I plan to maybe build a large storage unit/with shelving etc for one wall of her flat, and thought about incorporating a large cage area for the rats into this, with some tubing connecting it to the cage etc.


----------



## Snippet (Dec 30, 2010)

That's a Critter 3. They're an ok cage, but they do have problems. They're prone to rusting, the doors open inside the cage (this can be fixed with pliers and paitence), the access isn't great as there are places when a naughty rat can avoid capture, they're a PITA to clean, and you may find that the foot print isn't big enough for old rats with failing back legs. They do have fairly shallow bases, so that may be a problem. You can always put splash guards on them to stop the rats kicking bedding out. They're also fiddley to put together, so you may want another person helping you. 

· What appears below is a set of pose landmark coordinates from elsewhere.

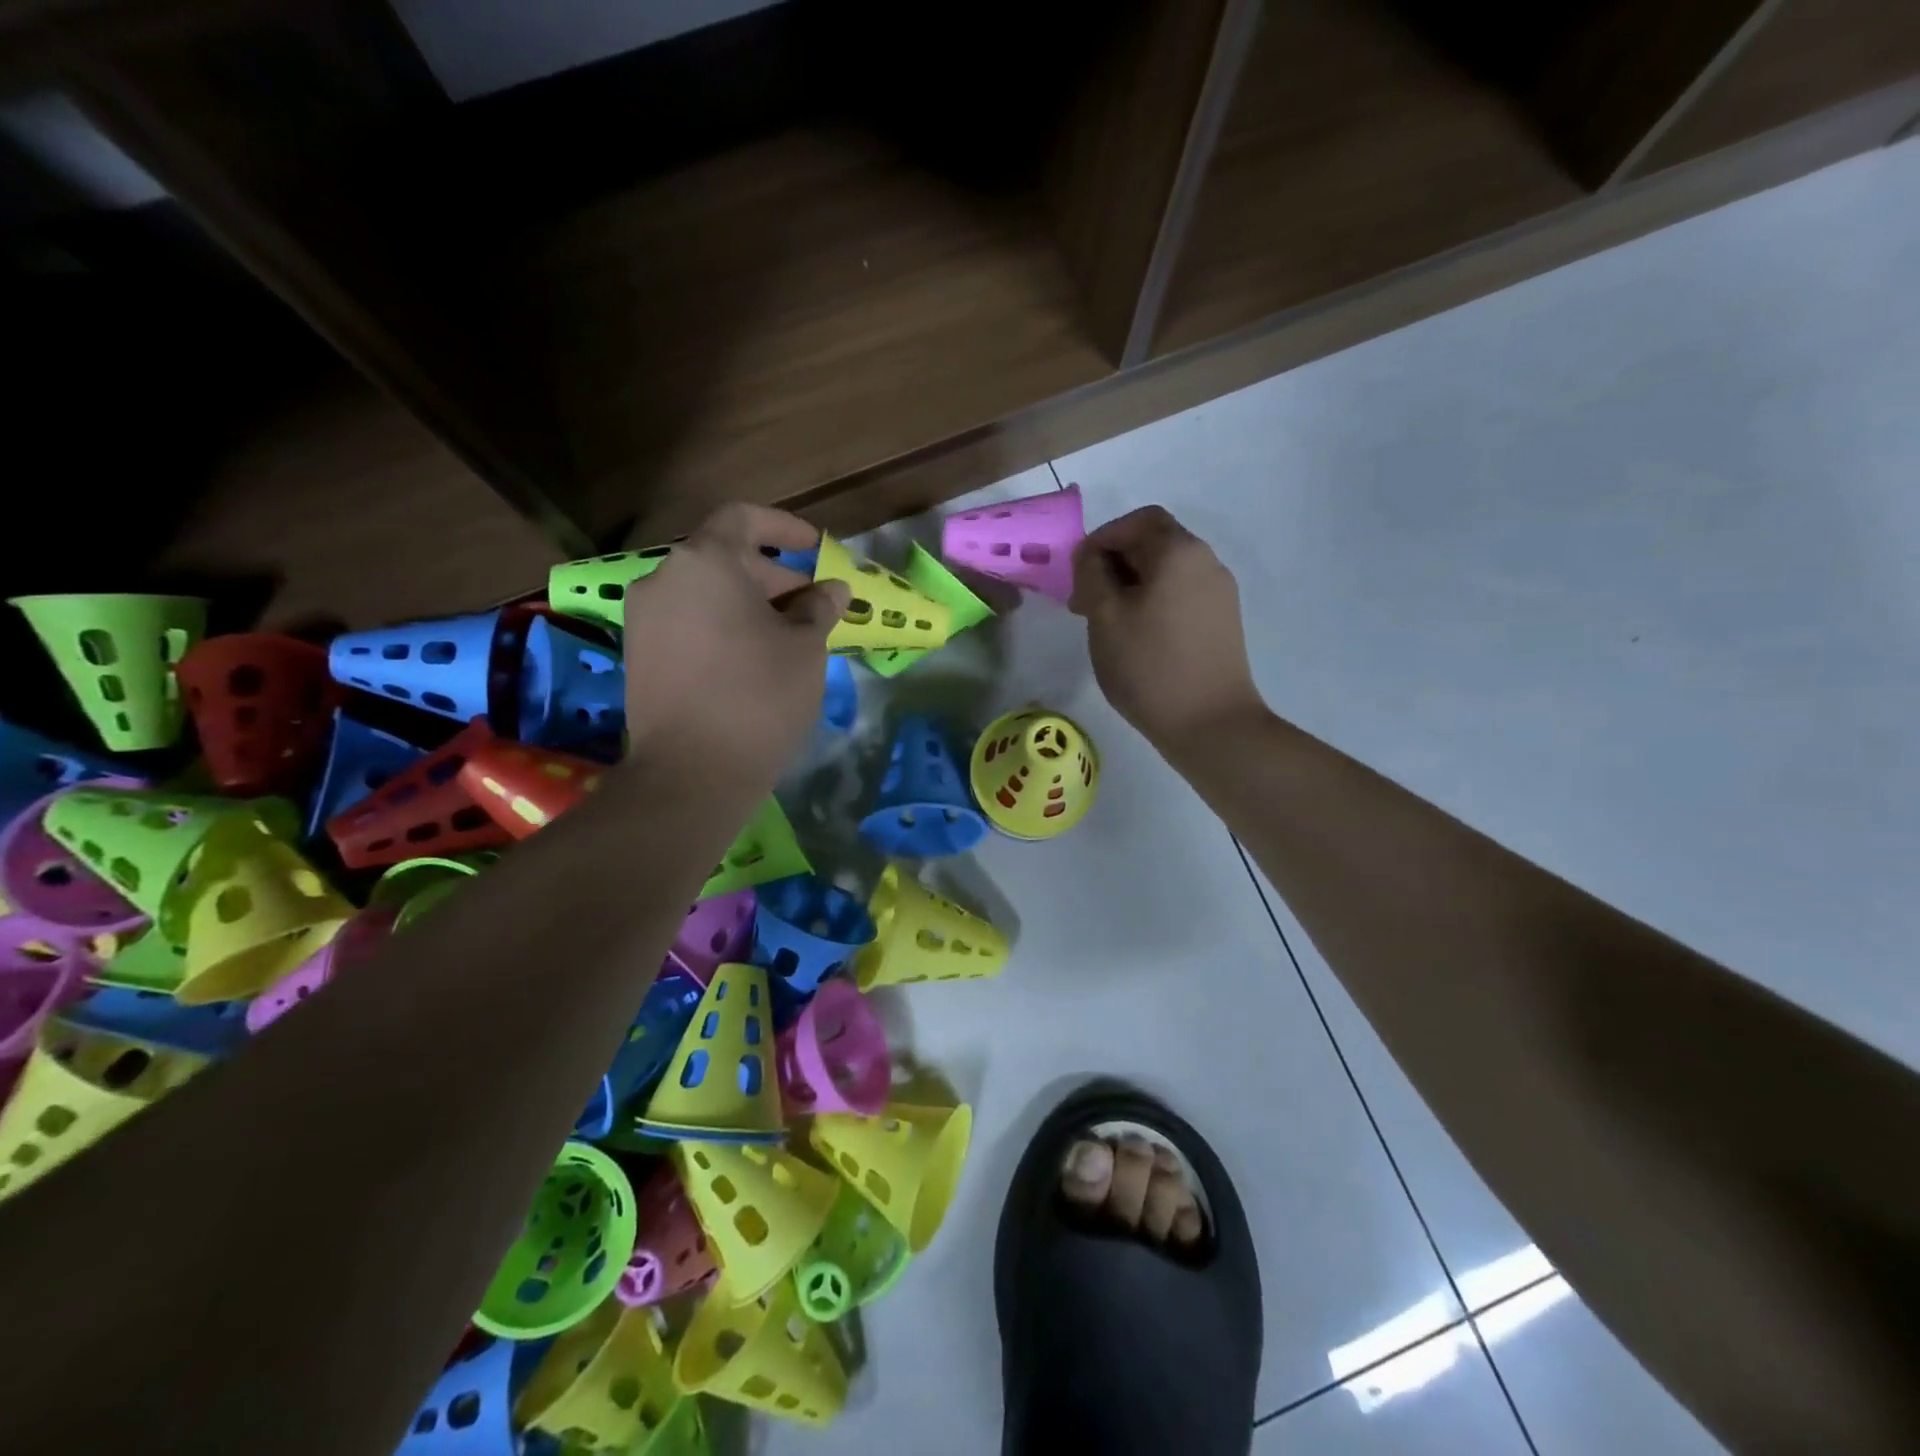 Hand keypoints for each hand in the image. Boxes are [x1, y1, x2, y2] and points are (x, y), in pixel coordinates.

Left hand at [620, 504, 849, 787]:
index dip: (785, 528)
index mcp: (705, 561)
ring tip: (787, 637)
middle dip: (773, 576)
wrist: (692, 773)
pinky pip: (688, 623)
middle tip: (813, 606)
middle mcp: (663, 578)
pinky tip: (752, 659)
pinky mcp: (638, 655)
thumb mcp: (805, 648)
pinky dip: (721, 627)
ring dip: (748, 604)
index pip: (744, 519)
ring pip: (705, 594)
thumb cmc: (759, 695)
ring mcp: (644, 618)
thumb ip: (820, 608)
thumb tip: (833, 589)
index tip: (816, 549)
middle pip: (724, 559)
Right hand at [1070, 505, 1264, 754]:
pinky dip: (1153, 603)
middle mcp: (1206, 562)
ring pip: (1166, 572)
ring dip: (1131, 586)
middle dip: (1114, 564)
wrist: (1210, 724)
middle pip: (1153, 543)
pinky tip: (1136, 639)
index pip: (1136, 521)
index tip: (1076, 575)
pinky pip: (1180, 596)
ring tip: (1106, 625)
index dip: (1100, 540)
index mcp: (1178, 551)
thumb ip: (1092, 574)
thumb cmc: (1149, 666)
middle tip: (1084, 603)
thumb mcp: (1104, 617)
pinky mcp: (1222, 622)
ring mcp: (1219, 593)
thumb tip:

Their main plus point is that they flat pack into their base, so they're ideal as holiday or spare cages. They're also a good size, and you've got yours cheap. The pet shops around where I live sell these cages for £70 or more. They've also got metal bases, which is goot if you've got rats that chew.

You can do away with the mesh that is supposed to go above the base, it isn't needed for rats. You may also want to remove some or all of the levels and replace them with ropes and hammocks so your rats have more things to play on and do. some of the pictures in this thread may help you when you're trying to decorate your cage.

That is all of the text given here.